Schlagwort: Zionismus

Loyalitätskrise

Nachdem die bis dahin regierende Große Koalition in Jerusalem ihre ohnehin knappe parlamentarische Mehrheit verloren hatte, fanden in Israel vorgezogene Parlamentswahlen zur 25. Knesset statt. Der Likud errang dabei zwar die meisten Stimmen, der Partei Benjamin Netanjahus gelang es trotz einer merklich höheren Wahlbeteiligung jedoch nicht, prozentual oder absolut Stimmen hinzuzugewinnen.

Auf dem zweiten Platz landete – wenn auch mit Abstand zum Likud – Yesh Atid, die führende Partei der bisherigen Regierungskoalition. Die Partei von Yair Lapid konnte im Vergleich zur 24. Knesset-Wahl mehr Stimmen auf sich vereinigen und auch ihren prozentualen Anteil ausbauen. Verlor der Likud 0,8 Prozentpunkte und kam auf 23,41 %, legte Yesh Atid um 3,8 Prozentpunkte auf 17,79 % zu.

Hätte es sich ob dieses Wahlausgangs womöglich empfohlen, eine Regierungskoalition zu bilden, der Likud, Yesh Atid und eine oder zwei kleinere Parteien angehören, entschied sich Benjamin Netanjahu eine konservativ-rechte Koalition zu formen, der auch Politiker angehören sollten, die »umstritten« zu nennen untertrieben wäre. Zwar ist die so entstandene Regierung fraglos demokratisch legitimiert.

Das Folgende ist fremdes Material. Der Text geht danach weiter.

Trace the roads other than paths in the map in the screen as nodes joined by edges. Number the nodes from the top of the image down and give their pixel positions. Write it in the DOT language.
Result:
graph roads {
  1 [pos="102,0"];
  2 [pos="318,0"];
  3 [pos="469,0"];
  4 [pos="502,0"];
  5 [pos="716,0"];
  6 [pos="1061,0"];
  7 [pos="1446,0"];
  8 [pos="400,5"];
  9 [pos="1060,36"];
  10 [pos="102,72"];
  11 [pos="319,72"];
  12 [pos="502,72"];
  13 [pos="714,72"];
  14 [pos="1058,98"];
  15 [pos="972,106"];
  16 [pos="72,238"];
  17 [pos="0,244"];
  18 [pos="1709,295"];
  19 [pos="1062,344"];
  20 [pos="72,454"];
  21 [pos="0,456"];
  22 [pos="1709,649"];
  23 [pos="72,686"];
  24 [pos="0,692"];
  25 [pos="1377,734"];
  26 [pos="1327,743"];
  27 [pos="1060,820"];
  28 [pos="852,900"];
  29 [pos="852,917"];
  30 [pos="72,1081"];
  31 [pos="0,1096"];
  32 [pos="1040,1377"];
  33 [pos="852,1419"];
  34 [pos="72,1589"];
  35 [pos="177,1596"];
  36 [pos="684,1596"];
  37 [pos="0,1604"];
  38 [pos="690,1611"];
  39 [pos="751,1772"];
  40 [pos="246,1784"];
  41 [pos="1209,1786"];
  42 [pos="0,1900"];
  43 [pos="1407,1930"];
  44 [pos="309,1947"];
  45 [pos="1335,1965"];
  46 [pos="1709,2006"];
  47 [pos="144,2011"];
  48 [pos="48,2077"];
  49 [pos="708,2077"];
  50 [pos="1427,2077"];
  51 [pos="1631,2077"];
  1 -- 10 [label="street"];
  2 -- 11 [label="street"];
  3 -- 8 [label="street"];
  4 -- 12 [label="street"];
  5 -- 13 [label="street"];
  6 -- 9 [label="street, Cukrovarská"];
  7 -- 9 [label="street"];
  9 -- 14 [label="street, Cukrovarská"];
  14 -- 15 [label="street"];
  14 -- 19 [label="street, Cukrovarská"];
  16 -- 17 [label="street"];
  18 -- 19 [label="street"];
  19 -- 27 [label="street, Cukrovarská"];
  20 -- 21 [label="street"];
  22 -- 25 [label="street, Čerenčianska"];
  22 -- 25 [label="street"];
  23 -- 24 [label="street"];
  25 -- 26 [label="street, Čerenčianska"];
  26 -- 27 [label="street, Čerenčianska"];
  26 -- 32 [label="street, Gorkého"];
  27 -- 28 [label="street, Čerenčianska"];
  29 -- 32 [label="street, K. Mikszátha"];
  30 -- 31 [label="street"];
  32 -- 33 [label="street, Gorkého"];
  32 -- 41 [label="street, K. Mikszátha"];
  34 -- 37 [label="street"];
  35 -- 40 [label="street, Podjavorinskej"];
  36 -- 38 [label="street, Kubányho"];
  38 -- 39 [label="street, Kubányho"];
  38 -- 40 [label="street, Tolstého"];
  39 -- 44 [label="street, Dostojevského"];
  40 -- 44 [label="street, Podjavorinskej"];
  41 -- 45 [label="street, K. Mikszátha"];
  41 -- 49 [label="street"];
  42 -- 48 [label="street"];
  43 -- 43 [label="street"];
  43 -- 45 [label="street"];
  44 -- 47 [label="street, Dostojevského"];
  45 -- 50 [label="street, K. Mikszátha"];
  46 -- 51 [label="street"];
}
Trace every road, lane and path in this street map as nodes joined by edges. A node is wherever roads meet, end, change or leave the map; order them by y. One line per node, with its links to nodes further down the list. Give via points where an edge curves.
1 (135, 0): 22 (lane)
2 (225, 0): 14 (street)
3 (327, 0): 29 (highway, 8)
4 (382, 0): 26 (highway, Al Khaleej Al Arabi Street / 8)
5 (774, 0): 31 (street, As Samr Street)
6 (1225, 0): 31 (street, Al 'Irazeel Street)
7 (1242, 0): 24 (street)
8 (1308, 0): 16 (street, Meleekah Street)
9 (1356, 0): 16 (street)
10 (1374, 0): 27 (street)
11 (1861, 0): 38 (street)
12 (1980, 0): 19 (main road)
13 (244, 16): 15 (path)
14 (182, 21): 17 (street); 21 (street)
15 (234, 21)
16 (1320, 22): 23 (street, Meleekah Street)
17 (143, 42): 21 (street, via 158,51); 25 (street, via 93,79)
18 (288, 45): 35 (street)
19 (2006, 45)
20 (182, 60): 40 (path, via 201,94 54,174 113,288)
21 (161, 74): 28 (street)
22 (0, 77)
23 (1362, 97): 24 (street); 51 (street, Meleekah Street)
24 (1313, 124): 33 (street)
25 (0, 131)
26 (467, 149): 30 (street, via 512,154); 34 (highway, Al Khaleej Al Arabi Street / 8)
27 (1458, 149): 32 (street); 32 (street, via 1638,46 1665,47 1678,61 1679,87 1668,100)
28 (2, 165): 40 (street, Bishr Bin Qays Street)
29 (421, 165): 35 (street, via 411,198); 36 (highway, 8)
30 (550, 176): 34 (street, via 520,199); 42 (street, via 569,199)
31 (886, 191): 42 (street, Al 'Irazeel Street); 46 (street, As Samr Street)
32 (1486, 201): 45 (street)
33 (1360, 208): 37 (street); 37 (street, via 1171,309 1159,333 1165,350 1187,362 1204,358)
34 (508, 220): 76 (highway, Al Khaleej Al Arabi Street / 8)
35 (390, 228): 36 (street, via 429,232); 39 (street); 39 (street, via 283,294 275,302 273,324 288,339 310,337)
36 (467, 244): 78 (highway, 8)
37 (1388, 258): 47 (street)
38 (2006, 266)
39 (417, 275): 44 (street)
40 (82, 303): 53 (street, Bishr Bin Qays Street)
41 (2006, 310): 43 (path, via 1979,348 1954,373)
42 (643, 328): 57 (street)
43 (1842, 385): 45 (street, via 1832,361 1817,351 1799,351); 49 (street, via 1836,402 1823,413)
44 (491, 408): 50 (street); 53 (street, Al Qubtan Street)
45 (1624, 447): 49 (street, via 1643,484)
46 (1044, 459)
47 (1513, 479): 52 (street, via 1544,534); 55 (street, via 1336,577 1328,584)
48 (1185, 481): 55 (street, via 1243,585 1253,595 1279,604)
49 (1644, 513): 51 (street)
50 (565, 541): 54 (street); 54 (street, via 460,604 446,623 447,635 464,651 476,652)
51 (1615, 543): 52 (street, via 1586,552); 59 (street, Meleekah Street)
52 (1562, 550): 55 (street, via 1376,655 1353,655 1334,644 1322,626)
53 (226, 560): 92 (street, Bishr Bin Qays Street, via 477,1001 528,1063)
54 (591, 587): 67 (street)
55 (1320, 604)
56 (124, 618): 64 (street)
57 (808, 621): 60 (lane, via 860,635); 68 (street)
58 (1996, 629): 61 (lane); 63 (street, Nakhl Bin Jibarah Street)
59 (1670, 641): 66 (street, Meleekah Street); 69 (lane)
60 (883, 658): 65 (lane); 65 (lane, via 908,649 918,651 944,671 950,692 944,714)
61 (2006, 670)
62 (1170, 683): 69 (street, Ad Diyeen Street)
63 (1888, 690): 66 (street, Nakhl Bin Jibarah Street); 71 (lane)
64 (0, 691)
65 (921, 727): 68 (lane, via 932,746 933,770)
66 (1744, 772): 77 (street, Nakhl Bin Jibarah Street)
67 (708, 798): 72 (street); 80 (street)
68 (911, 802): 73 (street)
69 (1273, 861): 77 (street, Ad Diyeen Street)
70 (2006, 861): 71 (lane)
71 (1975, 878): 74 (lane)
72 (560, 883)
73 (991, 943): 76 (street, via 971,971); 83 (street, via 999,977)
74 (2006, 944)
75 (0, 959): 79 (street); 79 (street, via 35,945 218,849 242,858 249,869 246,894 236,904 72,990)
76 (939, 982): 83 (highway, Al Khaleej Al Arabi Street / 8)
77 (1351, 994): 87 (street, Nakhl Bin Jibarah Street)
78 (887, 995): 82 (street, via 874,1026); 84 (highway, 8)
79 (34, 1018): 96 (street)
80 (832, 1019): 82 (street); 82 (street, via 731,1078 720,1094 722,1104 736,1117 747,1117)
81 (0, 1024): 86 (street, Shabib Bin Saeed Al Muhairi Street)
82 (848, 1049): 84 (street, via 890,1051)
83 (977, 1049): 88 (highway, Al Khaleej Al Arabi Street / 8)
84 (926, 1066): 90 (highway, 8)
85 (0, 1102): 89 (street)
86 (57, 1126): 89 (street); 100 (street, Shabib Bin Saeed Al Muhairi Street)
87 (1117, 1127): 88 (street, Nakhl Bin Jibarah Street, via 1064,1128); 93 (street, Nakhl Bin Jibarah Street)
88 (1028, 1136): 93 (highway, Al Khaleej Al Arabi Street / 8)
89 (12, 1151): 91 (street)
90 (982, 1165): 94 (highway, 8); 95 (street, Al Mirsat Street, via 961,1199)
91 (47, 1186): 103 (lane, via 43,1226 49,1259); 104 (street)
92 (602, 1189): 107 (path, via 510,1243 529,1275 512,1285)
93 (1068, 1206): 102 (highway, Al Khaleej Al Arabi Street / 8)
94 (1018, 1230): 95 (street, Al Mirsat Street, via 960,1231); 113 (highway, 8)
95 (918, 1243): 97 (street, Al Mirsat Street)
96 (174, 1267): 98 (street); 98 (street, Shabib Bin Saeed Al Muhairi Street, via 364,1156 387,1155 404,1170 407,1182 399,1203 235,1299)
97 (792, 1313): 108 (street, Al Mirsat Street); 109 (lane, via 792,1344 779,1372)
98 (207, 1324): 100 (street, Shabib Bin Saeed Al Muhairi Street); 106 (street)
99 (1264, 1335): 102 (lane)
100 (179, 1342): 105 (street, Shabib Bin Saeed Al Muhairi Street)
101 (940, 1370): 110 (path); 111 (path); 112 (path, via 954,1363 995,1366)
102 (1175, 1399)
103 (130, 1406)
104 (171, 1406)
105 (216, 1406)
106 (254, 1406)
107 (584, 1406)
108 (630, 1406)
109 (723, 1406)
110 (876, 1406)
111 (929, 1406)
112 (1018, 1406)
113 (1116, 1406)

Allerdings ließe sich wohl darüber diskutieren, ob sie tatsächlich den im Wahlergebnis gespiegelten Wünschen des Souveräns entspricht. Unübersehbar jedenfalls ist, daß größere Teile der israelischen Gesellschaft, nicht bloß ein paar »linke« Extremisten, mit der Regierung in Jerusalem hadern. Gegen sie wird demonstriert, Teile der Wirtschaft erwägen den Abzug aus Israel, in der Armee regt sich Unmut.

Mit Mühe und Not gelang es der staatlichen Fluggesellschaft El Al kürzlich, ein Besatzung zu finden, die sich bereit zeigte, Premierminister Benjamin Netanjahu zum Staatsbesuch in Italien zu fliegen, schon wird – bisher ein undenkbarer Gedanke – über einen »Streik« von Reservisten der Sicherheitskräfte spekuliert und denkbare Auswirkungen auf die Verteidigungsfähigkeit des jüdischen Staates.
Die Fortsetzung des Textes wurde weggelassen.